Citation: Barbero J, de Lucio JJ, Rodríguez-Crespo E (2021) Effects of COVID-19 on trade flows: Measuring their impact through government policy responses. PLoS ONE 16(10): e0258356. https://doi.org/10.1371/journal.pone.0258356

Editor: Stefan Cristian Gherghina, The Bucharest University of Economic Studies, ROMANIA

Received: April 12, 2021; Accepted: September 26, 2021; Published: October 13, 2021

Copyright: © 2021 Barbero et al. This is an open access article distributed under the terms of the Creative Commons Attribution License , which permits unrestricted use, distribution, and reproduction in any medium, provided the original author and source are credited.

Data Availability: The data underlying the results presented in the study are available from UN Comtrade ( https://comtrade.un.org ), the Centre d'Études Prospectives et d'Informations Internationales (CEPII) Gravity database ( http://www.cepii.fr/cepii/en/bdd_modele/presentation.asp?id=8 ) and from Our World in Data COVID-19 Git Hub repository ( https://github.com/owid/covid-19-data/tree/master/public/data ). The three datasets are publicly available for all researchers. Merging the three datasets and following the steps described in the “Model description and estimation strategy” section readers can replicate the results of this manuscript.

Funding: de Lucio and Rodríguez-Crespo thank financial support from Universidad de Alcalá de Henares (UAH) and Banco Santander through research project COVID-19 UAH 2019/00003/016/001/007. De Lucio also thanks financial support from Comunidad de Madrid and UAH (ref: EPU-INV/2020/006 and H2019/HUM5761).

Competing interests: The authors have declared that no competing interests exist.

Introduction

The world is facing an unexpected recession due to the disruption of the COVID-19 pandemic in the global economy. In parallel with the consequences of the 2008–2009 crisis, international trade has once again collapsed. World trade volumes decreased by 21% between March and April 2020, while during the previous crisis the highest monthly drop was 18%, between September and October 2008. Cumulative export growth rate for the period December 2019– March 2020 was -7%, while for the period July 2008 –February 2009 it was -0,8%. The 2020 downturn was less prolonged than that caused by the latter crisis. Trade volumes in August 2020 only showed a 3% decrease compared to March 2020. The World Trade Organization (WTO) estimated that international merchandise trade volumes fell by 9.2% in 2020, a figure similar in magnitude to the global financial crisis of 2008–2009, although factors such as the economic context, the origins of the crisis and the transmission channels are deemed to be very distinct from the previous crisis [ 1 ].

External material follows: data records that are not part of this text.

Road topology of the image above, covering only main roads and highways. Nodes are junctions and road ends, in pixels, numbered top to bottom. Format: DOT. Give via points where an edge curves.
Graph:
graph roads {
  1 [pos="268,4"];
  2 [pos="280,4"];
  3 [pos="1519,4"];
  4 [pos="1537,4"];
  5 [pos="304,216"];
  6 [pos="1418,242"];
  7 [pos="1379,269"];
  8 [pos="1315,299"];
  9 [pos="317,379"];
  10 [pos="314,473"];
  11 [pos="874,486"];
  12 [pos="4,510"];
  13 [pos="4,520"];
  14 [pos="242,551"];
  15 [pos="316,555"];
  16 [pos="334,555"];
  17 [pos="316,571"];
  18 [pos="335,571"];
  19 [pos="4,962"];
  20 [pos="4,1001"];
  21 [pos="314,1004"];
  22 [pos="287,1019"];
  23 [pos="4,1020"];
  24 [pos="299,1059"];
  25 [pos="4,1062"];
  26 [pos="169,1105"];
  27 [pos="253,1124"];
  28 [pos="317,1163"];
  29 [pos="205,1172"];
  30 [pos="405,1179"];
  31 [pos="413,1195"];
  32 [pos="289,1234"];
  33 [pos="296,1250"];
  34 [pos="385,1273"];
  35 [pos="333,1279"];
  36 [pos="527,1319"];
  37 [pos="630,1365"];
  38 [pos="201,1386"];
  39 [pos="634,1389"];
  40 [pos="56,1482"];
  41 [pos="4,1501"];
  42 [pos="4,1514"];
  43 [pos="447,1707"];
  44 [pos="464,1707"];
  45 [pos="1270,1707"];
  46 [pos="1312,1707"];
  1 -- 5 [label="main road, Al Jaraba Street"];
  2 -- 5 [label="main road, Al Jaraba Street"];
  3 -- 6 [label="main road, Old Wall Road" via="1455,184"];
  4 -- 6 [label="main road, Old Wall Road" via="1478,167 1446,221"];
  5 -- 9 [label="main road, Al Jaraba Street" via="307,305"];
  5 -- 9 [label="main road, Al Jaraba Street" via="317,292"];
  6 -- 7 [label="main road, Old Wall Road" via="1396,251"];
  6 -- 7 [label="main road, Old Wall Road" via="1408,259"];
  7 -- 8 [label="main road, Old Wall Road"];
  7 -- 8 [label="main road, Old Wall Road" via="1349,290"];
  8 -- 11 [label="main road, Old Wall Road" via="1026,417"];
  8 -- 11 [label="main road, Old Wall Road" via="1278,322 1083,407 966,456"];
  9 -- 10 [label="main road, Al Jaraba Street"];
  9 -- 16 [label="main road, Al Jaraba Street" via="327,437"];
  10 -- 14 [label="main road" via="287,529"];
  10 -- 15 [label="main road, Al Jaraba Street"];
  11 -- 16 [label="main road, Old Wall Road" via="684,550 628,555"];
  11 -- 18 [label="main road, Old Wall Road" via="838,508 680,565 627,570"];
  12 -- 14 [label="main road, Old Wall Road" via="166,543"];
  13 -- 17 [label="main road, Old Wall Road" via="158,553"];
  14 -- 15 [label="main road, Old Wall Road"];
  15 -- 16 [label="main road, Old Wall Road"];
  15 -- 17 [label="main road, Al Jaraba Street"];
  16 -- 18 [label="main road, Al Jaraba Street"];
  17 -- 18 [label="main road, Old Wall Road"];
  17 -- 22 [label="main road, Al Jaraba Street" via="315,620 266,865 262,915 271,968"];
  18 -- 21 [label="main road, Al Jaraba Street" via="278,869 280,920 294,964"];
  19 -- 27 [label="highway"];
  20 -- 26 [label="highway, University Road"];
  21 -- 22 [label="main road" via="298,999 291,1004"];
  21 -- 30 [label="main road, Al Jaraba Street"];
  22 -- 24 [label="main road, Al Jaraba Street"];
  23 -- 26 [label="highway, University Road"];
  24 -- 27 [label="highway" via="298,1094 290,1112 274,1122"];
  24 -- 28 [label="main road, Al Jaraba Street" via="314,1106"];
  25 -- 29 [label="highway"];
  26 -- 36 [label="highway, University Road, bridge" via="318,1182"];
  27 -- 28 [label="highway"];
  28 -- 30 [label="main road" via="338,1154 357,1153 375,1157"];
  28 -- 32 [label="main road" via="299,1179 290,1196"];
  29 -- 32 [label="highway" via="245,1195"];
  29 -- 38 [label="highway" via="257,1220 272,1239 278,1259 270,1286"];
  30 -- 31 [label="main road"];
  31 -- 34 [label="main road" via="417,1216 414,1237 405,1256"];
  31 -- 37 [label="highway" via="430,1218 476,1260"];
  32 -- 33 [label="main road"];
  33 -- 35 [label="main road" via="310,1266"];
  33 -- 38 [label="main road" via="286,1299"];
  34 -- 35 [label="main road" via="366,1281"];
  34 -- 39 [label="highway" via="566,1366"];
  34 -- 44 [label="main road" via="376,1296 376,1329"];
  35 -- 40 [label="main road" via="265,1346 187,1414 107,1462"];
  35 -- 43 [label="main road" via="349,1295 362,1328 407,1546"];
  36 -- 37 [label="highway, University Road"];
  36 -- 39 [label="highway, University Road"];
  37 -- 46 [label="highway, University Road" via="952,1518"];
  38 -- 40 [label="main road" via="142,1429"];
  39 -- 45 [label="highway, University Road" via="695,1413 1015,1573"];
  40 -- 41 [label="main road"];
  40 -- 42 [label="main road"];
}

Due to its rapid propagation, a proper evaluation of the economic impacts of COVID-19 crisis is not only desirable but challenging if the aim is to mitigate uncertainty [ 2 ]. The COVID-19 crisis has its origins in the policy measures adopted to combat the health crisis, while the 2008–2009 crisis had economic roots contingent on financially related issues. At the current time, the collapse of international trade has been driven by the voluntary and mandatory confinement measures imposed on world trade. We aim to analyse the impact of said confinement measures on trade. Estimating COVID-19 impacts on trade would shed light on the cost of confinement measures and the evolution and forecast of bilateral trade.

From an empirical point of view, we resort to [ 3 ], who use quarterly data for the period 2003–2005 in order to analyse the impact of the SARS epidemic on firms. They show that regions with higher transmission of SARS experienced lower import and export growth compared to those in the unaffected regions. The propagation of a virus resembles natural disasters, with both interpreted as external non-economic based shocks, the effects of which have been addressed already in the literature (e.g., [ 4 – 9 ]).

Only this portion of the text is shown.